Assuming he doesn’t face criminal charges, Adams’ main political strength is that his likely opponents in a 2025 Democratic primary are lefties who would be considered fringe radicals in any other time and place.

He was elected on an anti-crime platform and has made meaningful progress in reducing shootings and murder, though overall crime continues to climb. Ominously, the thin blue line is growing thinner because of budget cuts driven by the exorbitant migrant cost.

But his rivals are far less interested in law and order. Comptroller Brad Lander claims “Immigrants benefit our economy, irrespective of their status” on an office web page that insists “Undocumented immigrants support economic growth, pay taxes, and keep our city and economy running as essential workers.”

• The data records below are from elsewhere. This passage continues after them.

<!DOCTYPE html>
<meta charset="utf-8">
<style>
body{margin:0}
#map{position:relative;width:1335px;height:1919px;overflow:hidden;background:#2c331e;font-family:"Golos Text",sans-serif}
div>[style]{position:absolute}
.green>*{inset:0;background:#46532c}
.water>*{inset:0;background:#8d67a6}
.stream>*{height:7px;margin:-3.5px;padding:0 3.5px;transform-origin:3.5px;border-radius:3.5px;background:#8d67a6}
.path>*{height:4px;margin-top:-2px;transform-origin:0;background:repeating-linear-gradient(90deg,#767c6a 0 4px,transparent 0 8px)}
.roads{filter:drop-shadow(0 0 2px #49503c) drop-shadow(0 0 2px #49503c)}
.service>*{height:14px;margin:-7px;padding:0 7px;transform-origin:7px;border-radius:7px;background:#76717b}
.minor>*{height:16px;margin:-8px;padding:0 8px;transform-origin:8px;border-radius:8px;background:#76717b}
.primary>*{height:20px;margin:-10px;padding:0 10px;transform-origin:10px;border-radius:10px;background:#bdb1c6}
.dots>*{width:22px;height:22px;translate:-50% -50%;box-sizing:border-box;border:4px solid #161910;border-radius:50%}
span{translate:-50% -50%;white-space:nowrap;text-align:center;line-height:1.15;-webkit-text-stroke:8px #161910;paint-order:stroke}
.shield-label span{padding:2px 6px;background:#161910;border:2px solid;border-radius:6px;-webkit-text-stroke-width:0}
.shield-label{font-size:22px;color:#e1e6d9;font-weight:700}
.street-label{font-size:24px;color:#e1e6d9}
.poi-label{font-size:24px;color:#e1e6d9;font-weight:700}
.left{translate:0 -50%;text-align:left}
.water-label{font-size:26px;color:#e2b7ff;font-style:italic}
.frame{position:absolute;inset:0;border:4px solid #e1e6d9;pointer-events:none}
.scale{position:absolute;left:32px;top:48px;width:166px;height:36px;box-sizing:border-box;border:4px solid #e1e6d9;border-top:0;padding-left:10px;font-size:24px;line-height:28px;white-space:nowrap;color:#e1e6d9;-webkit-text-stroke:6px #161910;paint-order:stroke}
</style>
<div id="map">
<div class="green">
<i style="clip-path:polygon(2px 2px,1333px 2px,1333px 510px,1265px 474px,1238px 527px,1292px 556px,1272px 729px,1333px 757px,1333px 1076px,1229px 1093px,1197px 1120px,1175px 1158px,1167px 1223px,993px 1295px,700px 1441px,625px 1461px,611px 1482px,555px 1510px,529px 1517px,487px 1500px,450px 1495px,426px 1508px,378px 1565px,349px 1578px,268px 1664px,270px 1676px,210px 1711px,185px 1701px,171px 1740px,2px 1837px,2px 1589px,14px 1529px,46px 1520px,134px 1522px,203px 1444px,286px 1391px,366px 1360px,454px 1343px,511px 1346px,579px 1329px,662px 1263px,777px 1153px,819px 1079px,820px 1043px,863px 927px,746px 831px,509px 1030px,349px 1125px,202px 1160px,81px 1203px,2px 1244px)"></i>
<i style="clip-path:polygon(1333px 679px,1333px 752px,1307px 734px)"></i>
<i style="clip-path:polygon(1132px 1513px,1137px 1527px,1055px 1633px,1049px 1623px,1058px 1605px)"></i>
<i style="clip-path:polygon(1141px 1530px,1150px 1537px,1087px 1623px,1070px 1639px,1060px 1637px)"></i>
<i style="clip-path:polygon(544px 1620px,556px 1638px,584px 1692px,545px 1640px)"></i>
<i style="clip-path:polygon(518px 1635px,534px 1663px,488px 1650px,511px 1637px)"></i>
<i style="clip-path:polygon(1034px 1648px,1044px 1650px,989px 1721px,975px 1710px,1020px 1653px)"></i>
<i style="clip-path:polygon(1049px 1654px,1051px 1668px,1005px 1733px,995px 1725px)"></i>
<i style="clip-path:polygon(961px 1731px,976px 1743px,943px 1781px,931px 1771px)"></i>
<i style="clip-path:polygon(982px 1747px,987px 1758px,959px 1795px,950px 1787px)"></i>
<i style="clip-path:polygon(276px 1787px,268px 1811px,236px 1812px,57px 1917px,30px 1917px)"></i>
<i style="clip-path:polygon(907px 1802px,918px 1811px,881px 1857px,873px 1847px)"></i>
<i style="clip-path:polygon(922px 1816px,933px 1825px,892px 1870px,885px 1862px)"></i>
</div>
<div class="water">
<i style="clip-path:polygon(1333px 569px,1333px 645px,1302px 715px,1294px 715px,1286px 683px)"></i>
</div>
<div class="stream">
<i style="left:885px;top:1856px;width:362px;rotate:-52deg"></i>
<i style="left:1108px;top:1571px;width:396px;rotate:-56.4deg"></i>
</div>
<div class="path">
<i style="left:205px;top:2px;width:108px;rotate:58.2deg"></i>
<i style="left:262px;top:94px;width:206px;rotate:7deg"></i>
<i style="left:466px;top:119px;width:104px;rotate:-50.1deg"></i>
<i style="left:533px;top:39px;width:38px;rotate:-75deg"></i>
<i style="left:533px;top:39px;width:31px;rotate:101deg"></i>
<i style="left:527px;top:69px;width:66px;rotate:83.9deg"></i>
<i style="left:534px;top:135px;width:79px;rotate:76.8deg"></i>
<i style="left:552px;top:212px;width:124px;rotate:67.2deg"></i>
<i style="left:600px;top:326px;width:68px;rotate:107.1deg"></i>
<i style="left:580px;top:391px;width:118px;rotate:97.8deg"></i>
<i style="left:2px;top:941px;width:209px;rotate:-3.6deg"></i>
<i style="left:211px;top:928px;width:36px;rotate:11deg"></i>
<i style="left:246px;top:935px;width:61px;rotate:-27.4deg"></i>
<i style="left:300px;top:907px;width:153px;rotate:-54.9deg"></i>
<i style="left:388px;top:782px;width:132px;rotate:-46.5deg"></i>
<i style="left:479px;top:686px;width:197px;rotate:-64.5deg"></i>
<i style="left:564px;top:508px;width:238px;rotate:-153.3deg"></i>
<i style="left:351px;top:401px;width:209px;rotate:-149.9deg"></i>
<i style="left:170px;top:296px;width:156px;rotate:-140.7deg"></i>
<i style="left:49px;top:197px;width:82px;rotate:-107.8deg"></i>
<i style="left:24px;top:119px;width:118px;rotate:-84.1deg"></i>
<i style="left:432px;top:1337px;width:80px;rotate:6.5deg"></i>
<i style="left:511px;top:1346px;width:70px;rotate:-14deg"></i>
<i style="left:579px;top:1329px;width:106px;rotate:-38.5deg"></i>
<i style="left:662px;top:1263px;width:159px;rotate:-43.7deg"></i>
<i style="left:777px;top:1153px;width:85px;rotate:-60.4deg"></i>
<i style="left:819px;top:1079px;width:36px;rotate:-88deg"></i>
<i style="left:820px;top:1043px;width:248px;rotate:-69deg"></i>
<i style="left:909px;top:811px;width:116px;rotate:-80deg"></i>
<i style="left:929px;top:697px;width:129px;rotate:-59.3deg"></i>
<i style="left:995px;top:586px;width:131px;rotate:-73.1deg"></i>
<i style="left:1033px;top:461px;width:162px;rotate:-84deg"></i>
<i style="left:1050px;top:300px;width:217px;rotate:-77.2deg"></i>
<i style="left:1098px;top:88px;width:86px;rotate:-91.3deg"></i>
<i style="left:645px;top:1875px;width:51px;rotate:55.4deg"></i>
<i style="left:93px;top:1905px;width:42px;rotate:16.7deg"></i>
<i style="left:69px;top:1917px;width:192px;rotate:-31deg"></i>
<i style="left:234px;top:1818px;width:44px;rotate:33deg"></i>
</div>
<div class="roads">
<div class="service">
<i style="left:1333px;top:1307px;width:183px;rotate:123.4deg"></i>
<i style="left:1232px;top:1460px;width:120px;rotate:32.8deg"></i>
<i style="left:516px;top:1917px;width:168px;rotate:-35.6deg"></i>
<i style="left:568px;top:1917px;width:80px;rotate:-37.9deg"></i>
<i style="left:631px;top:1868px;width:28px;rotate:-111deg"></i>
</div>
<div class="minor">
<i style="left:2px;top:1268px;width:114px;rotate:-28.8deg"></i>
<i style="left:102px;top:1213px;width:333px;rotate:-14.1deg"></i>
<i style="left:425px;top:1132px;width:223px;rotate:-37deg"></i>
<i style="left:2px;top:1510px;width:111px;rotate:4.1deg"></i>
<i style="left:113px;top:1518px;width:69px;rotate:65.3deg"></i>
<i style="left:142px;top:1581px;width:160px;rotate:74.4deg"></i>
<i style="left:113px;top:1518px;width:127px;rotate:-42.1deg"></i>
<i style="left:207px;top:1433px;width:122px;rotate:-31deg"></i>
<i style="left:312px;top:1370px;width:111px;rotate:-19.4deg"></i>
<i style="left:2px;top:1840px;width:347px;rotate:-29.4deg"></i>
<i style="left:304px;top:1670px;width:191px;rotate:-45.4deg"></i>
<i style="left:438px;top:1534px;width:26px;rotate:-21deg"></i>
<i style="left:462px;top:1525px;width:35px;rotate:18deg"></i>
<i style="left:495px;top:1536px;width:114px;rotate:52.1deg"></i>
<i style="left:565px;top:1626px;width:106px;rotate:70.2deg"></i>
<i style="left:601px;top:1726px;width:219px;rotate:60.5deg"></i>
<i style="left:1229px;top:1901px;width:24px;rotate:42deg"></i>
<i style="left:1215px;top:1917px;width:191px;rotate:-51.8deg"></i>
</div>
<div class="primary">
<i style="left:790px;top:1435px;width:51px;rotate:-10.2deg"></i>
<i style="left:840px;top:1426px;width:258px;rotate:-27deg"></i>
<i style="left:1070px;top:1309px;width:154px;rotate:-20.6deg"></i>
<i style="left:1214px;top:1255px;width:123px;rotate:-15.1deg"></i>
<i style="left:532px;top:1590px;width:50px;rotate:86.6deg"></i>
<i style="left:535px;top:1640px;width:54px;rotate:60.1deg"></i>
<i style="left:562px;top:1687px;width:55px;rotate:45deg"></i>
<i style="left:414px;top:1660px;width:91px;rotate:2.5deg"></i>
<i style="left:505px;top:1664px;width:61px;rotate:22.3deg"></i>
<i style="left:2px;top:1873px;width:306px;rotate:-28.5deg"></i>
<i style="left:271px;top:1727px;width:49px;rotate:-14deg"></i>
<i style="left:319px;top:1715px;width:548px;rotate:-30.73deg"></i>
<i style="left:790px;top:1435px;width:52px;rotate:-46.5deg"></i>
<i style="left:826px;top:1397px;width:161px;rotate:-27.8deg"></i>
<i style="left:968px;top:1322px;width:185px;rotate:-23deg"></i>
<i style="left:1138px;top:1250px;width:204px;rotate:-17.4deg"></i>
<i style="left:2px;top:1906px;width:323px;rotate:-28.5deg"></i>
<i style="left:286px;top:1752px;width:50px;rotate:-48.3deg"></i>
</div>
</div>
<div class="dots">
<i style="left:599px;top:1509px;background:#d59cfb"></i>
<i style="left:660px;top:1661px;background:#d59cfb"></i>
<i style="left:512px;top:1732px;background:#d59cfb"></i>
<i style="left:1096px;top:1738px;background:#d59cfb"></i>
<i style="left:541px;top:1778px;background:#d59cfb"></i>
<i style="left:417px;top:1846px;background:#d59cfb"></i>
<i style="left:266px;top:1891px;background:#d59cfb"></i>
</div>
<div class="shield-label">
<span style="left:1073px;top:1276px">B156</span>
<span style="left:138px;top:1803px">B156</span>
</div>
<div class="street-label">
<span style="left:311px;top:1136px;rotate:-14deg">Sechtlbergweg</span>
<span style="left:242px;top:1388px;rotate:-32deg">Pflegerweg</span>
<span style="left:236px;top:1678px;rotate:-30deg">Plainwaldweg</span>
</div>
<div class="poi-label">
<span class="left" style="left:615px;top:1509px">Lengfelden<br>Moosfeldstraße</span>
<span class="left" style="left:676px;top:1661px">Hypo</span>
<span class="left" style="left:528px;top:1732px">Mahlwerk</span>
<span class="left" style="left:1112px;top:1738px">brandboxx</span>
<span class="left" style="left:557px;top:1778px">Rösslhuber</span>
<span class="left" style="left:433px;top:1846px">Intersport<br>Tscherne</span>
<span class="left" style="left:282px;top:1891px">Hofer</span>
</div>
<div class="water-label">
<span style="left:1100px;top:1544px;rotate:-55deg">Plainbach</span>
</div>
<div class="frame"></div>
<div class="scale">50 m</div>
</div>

In fact, most illegal immigrants are not permitted to work, but the effect of Lander’s argument would be to erase many distinctions between legal and illegal arrivals.

Other hypocrites

Another likely opponent, Public Advocate Jumaane Williams, is a perpetual candidate for higher office and a frequent critic of cops even as he lives safely on a Brooklyn Army base. His job is so inconsequential that it should be eliminated.

Former Gov. Andrew Cuomo also is eyeing City Hall, but has said he would not challenge Adams in a primary. Cuomo’s disgraced departure from Albany is an obvious hindrance to a comeback, especially if he fails to show any remorse over his deadly nursing home order and the multiple sexual harassment claims that drove him from office.

Still, Adams should take no comfort from the weakness of rivals. If he is indicted, he’s probably toast.

Even if he escapes charges, he still needs to show he’s up to the job. A major reset is essential if he hopes to avoid the one-term club of failure.